Work request:
Read through the lines below for the string "roads" and copy each one that has it.

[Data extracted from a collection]
..............................

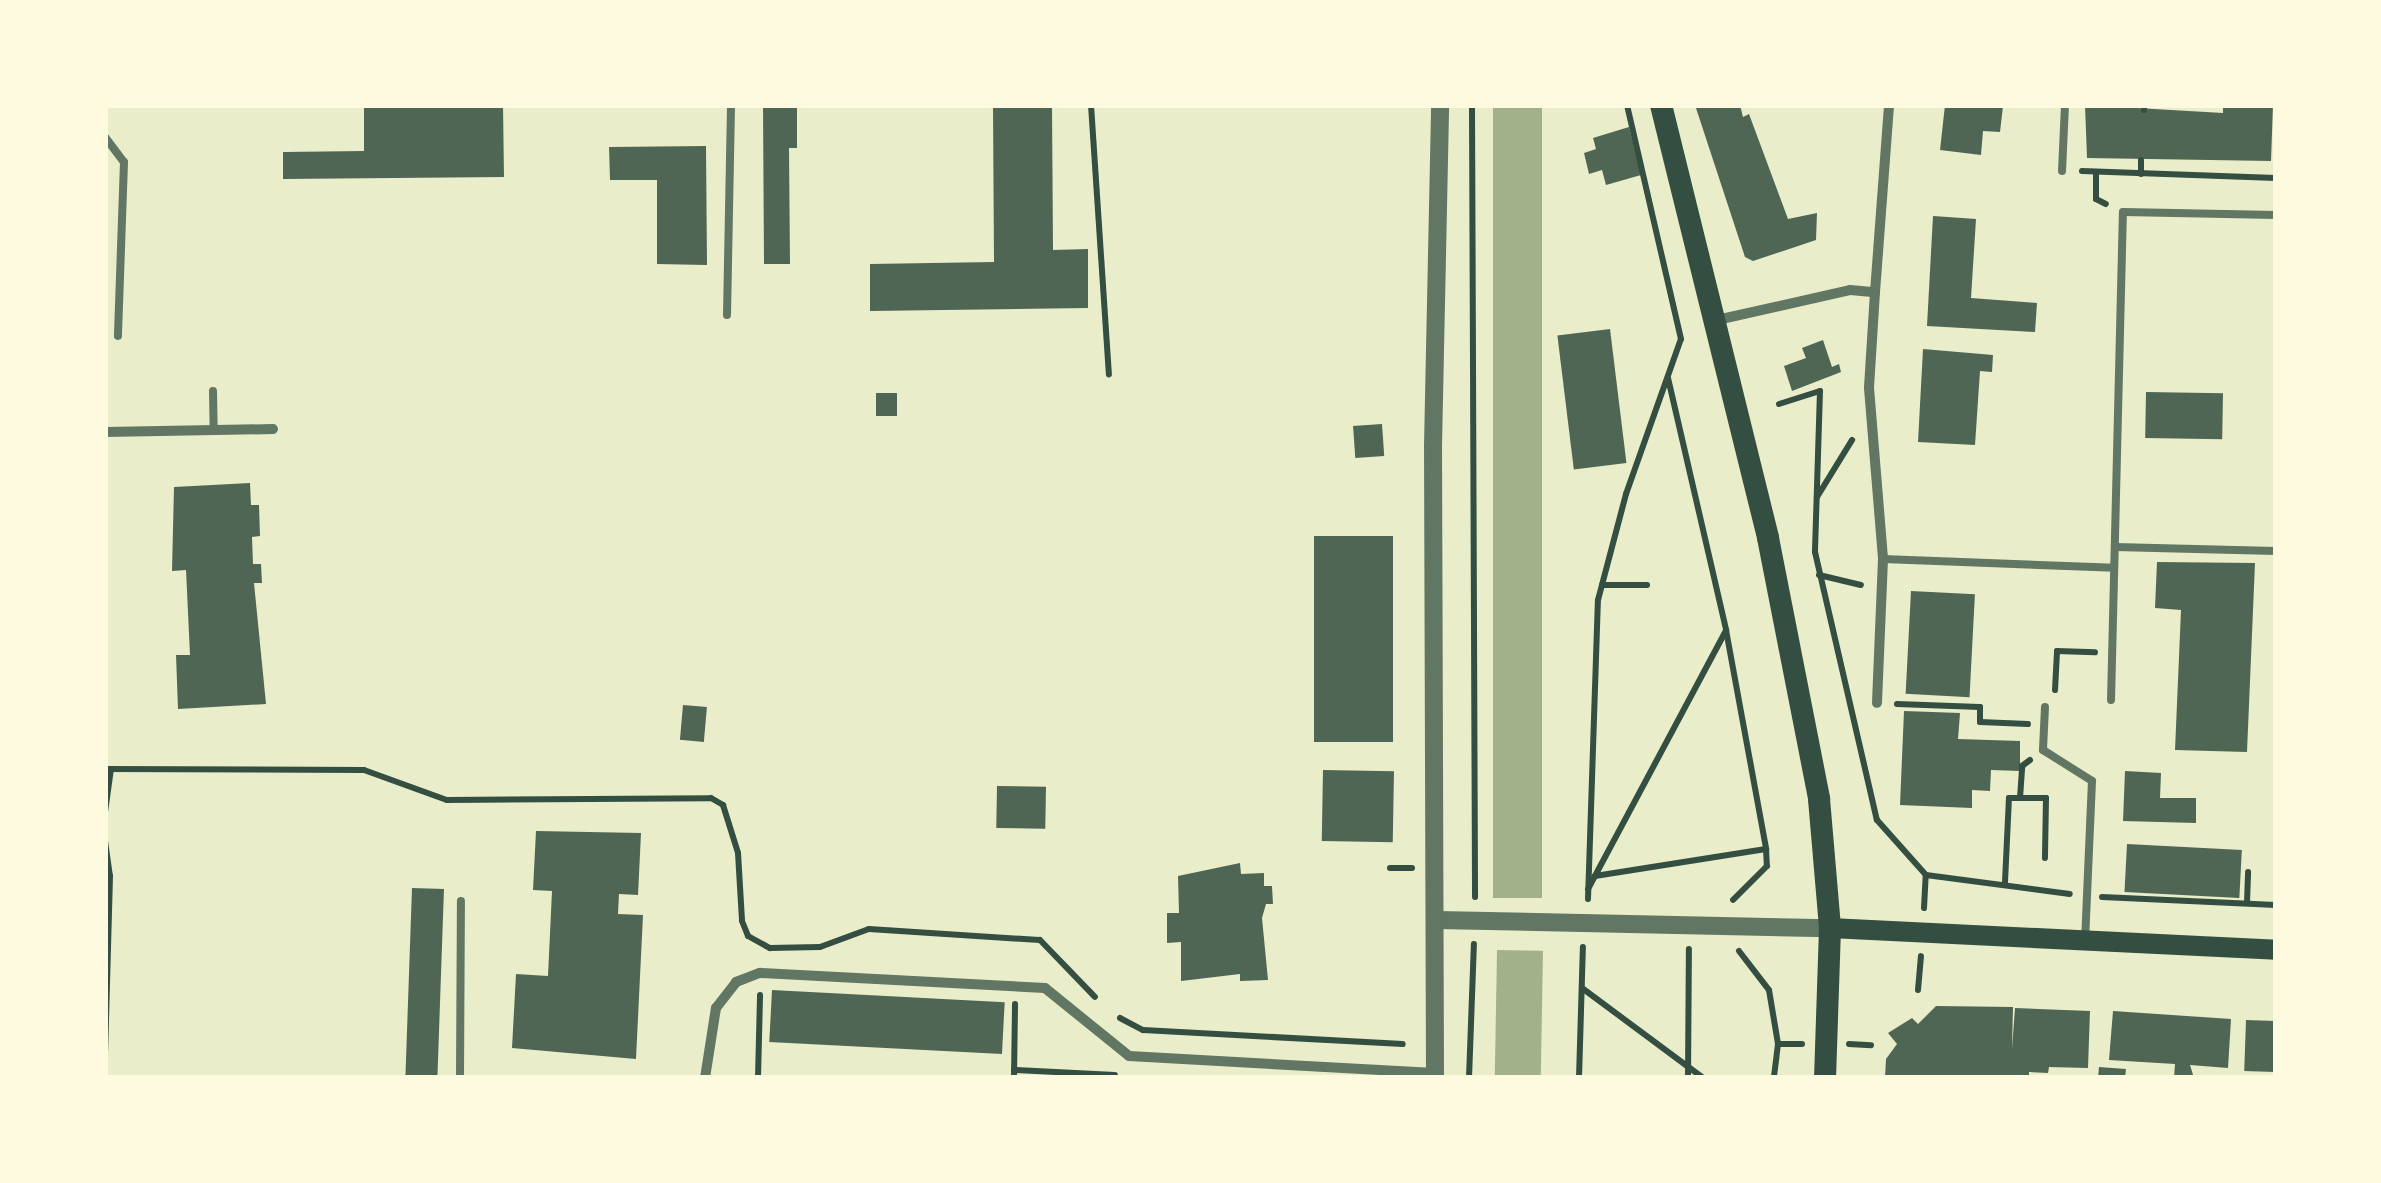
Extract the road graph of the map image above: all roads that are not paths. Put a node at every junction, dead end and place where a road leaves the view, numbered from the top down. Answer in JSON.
{"nodes":[{"id":1,"x":731,"y":105,"type":"edge"},
{"id":2,"x":1440,"y":105,"type":"edge"},
{"id":3,"x":1660,"y":105,"type":"edge"},
{"id":4,"x":1889,"y":105,"type":"edge"},
{"id":5,"x":2065,"y":105,"type":"edge"},
{"id":6,"x":105,"y":137,"type":"edge"},
{"id":7,"x":2062,"y":171,"type":"road end"},
{"id":8,"x":2276,"y":215,"type":"edge"},
{"id":9,"x":1875,"y":292,"type":"junction"},
{"id":10,"x":727,"y":316,"type":"dead end"},
{"id":11,"x":1717,"y":320,"type":"junction"},
{"id":12,"x":118,"y":336,"type":"dead end"},
{"id":13,"x":212,"y":391,"type":"dead end"},
{"id":14,"x":273,"y":429,"type":"dead end"},
{"id":15,"x":214,"y":430,"type":"junction"},
{"id":16,"x":105,"y":432,"type":"edge"},
{"id":17,"x":2115,"y":548,"type":"junction"},
{"id":18,"x":2276,"y":551,"type":"edge"},
{"id":19,"x":1883,"y":560,"type":"junction"},
{"id":20,"x":2114,"y":568,"type":"junction"},
{"id":21,"x":2111,"y":700,"type":"dead end"},
{"id":22,"x":1876,"y":703,"type":"road end"},
{"id":23,"x":2045,"y":707,"type":"road end"},
{"id":24,"x":461,"y":901,"type":"dead end"},
{"id":25,"x":1437,"y":920,"type":"junction"},
{"id":26,"x":1830,"y":928,"type":"junction"},
{"id":27,"x":2085,"y":939,"type":"junction"},
{"id":28,"x":2276,"y":950,"type":"edge"},
{"id":29,"x":1435,"y":1075,"type":"edge"},
{"id":30,"x":460,"y":1078,"type":"edge"},
{"id":31,"x":705,"y":1078,"type":"edge"},
{"id":32,"x":1825,"y":1078,"type":"edge"}],
"edges":[{"from":1,"to":10,"type":"lane"},
{"from":2,"to":25,"type":"street"},
{"from":3,"to":11,"type":"main road"},
{"from":4,"to":9,"type":"street"},
{"from":5,"to":7,"type":"lane"},
{"from":6,"to":12,"type":"lane"},
{"from":8,"to":17,"type":"lane"},
{"from":9,"to":11,"type":"street"},
{"from":9,"to":19,"type":"street"},
{"from":11,"to":26,"type":"main road"},
{"from":13,"to":15,"type":"lane"},
{"from":14,"to":15,"type":"street"},
{"from":15,"to":16,"type":"street"},
{"from":17,"to":18,"type":"lane"},
{"from":17,"to":20,"type":"lane"},
{"from":19,"to":20,"type":"lane"},
{"from":19,"to":22,"type":"street"},
{"from":20,"to":21,"type":"lane"},
{"from":23,"to":27,"type":"lane"},
{"from":24,"to":30,"type":"lane"},
{"from":25,"to":26,"type":"street"},
{"from":25,"to":29,"type":"street"},
{"from":26,"to":27,"type":"main road"},
{"from":26,"to":32,"type":"main road"},
{"from":27,"to":28,"type":"main road"},
{"from":29,"to":31,"type":"street"}]}
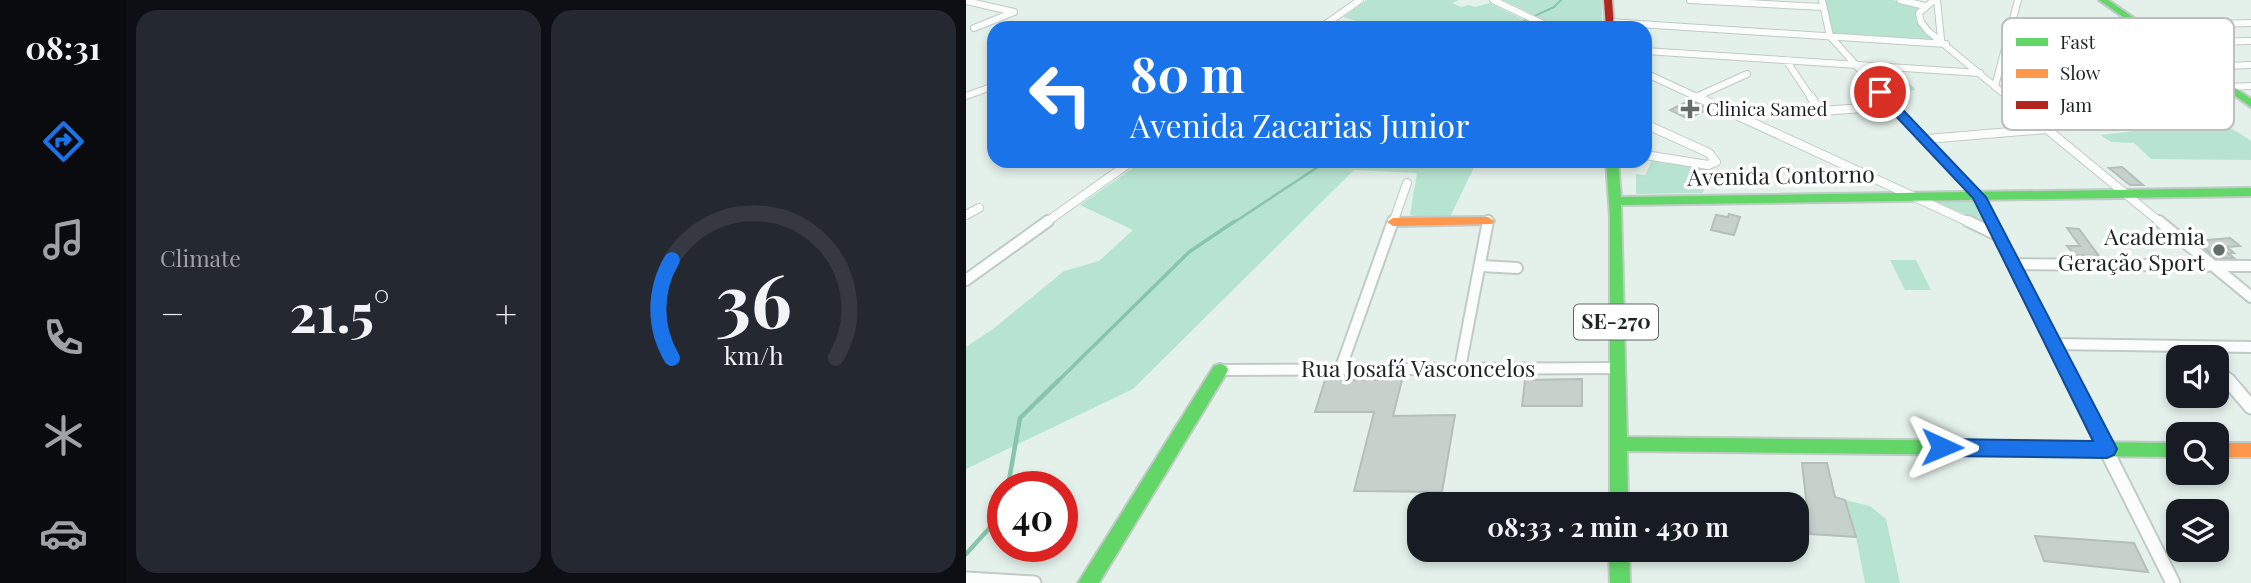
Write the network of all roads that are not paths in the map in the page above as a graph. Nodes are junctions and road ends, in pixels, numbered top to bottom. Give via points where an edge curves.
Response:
1 (1360, 0) edge
2 (1493, 0) edge
3 (1608, 0) edge
4 (1690, 0) edge
5 (1900, 0) edge
6 (2018, 0) edge
7 (2103, 0) edge
8 (966, 1) edge
9 (1933, 2) edge
10 (1822, 4) edge
11 (2013, 18) edge
12 (2128, 18) edge
13 (992, 21) edge
14 (1330, 21) edge
15 (1538, 21) edge
16 (1610, 21) edge
17 (987, 23) edge
18 (1652, 27) edge
19 (974, 28) dead end
20 (1830, 36) junction
21 (1944, 43) junction
22 (1652, 51) edge
23 (2002, 57) edge
24 (1786, 60) junction
25 (1853, 64) junction
26 (1980, 73) junction
27 (1747, 74) dead end
28 (1652, 76) edge
29 (1994, 86) junction
30 (966, 87) edge
31 (987, 88) edge
32 (977, 92) junction
33 (2002, 92) edge
34 (2234, 93) edge
35 (966, 96) edge
36 (1696, 97) junction
37 (2251, 104) edge
38 (1894, 106) junction
39 (1652, 127) edge
40 (2035, 130) edge
41 (2048, 130) edge
42 (1927, 139) junction
43 (1652, 156) edge
44 (1122, 168) edge
45 (1612, 168) edge
46 (1407, 183) dead end
47 (2129, 194) junction
48 (2248, 195) edge
49 (1913, 197) junction
50 (1979, 197) junction
51 (1614, 201) junction
52 (979, 208) dead end
53 (966, 215) edge
54 (1488, 221) joint
55 (1393, 222) junction
56 (1997, 235) junction
57 (2013, 264) junction
58 (1482, 266) junction
59 (2215, 266) junction
60 (2251, 266) edge
61 (1517, 268) dead end
62 (966, 279) edge
63 (2251, 297) edge
64 (2054, 344) junction
65 (2166, 346) edge
66 (2229, 347) edge
67 (2251, 347) edge
68 (1460, 368) junction
69 (1616, 368) junction
70 (1220, 370) joint
71 (1340, 370) junction
72 (2229, 380) edge
73 (2251, 407) edge
74 (1619, 444) junction
75 (2107, 449) junction
76 (2166, 450) edge
77 (2229, 450) edge
78 (2251, 450) edge
79 (1619, 492) edge
80 (1619, 562) edge
81 (966, 579) edge
82 (1034, 583) edge
83 (1088, 583) edge
84 (1620, 583) edge
85 (2173, 583) edge

1 - 14 street
2 - 15 street
3 - 16 main road
4 - 10 street
5 - 9 street
6 - 11 street
7 - 12 main road
8 - 13 street via 1014,12
9 - 21 street
9 - 21 street via 1919,13 1920,19
10 - 20 street
17 - 19 street
18 - 20 street
20 - 21 street
20 - 25 street
21 - 26 street
22 - 24 street
23 - 29 street
24 - 25 street
24 - 38 street via 1816,107 1828,112
25 - 26 street
25 - 38 street
26 - 29 street
27 - 36 street
28 - 36 street
29 - 33 street
30 - 32 street
31 - 32 street
32 - 35 street
34 - 37 main road
36 - 49 street
38 - 42 street
39 - 43 street via 1709,153 1716,162 1708,165
40 - 42 street
41 - 47 street
42 - 50 street
44 - 62 street
45 - 51 main road, SE-270
46 - 55 street
47 - 48 main road, Avenida Contorno
47 - 50 main road, Avenida Contorno
47 - 59 street
49 - 50 main road, Avenida Contorno
49 - 51 main road, Avenida Contorno
49 - 56 street
50 - 56 street
51 - 69 main road, SE-270
52 - 53 street
54 - 55 main road
54 - 58 street
55 - 71 street
56 - 57 street
57 - 59 street
57 - 64 street
58 - 61 street
58 - 68 street
59 - 60 street
59 - 63 street
64 - 65 street
64 - 75 street
66 - 67 street
68 - 69 street, Rua Josafá Vasconcelos
68 - 71 street, Rua Josafá Vasconcelos
69 - 74 main road, SE-270
70 - 71 street, Rua Josafá Vasconcelos
70 - 83 main road
72 - 73 street
74 - 75 main road
74 - 79 main road, SE-270
75 - 76 main road
75 - 85 street
77 - 78 main road
80 - 84 main road
81 - 82 street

..............................

Answer space:
Extract the road graph of the map image above: all roads that are not paths. Put a node at every junction, dead end and place where a road leaves the view, numbered from the top down. Answer in JSON.
Write the network of all roads that are not paths in the map in the page above as a graph. Nodes are junctions and road ends, in pixels, numbered top to bottom. Give via points where an edge curves.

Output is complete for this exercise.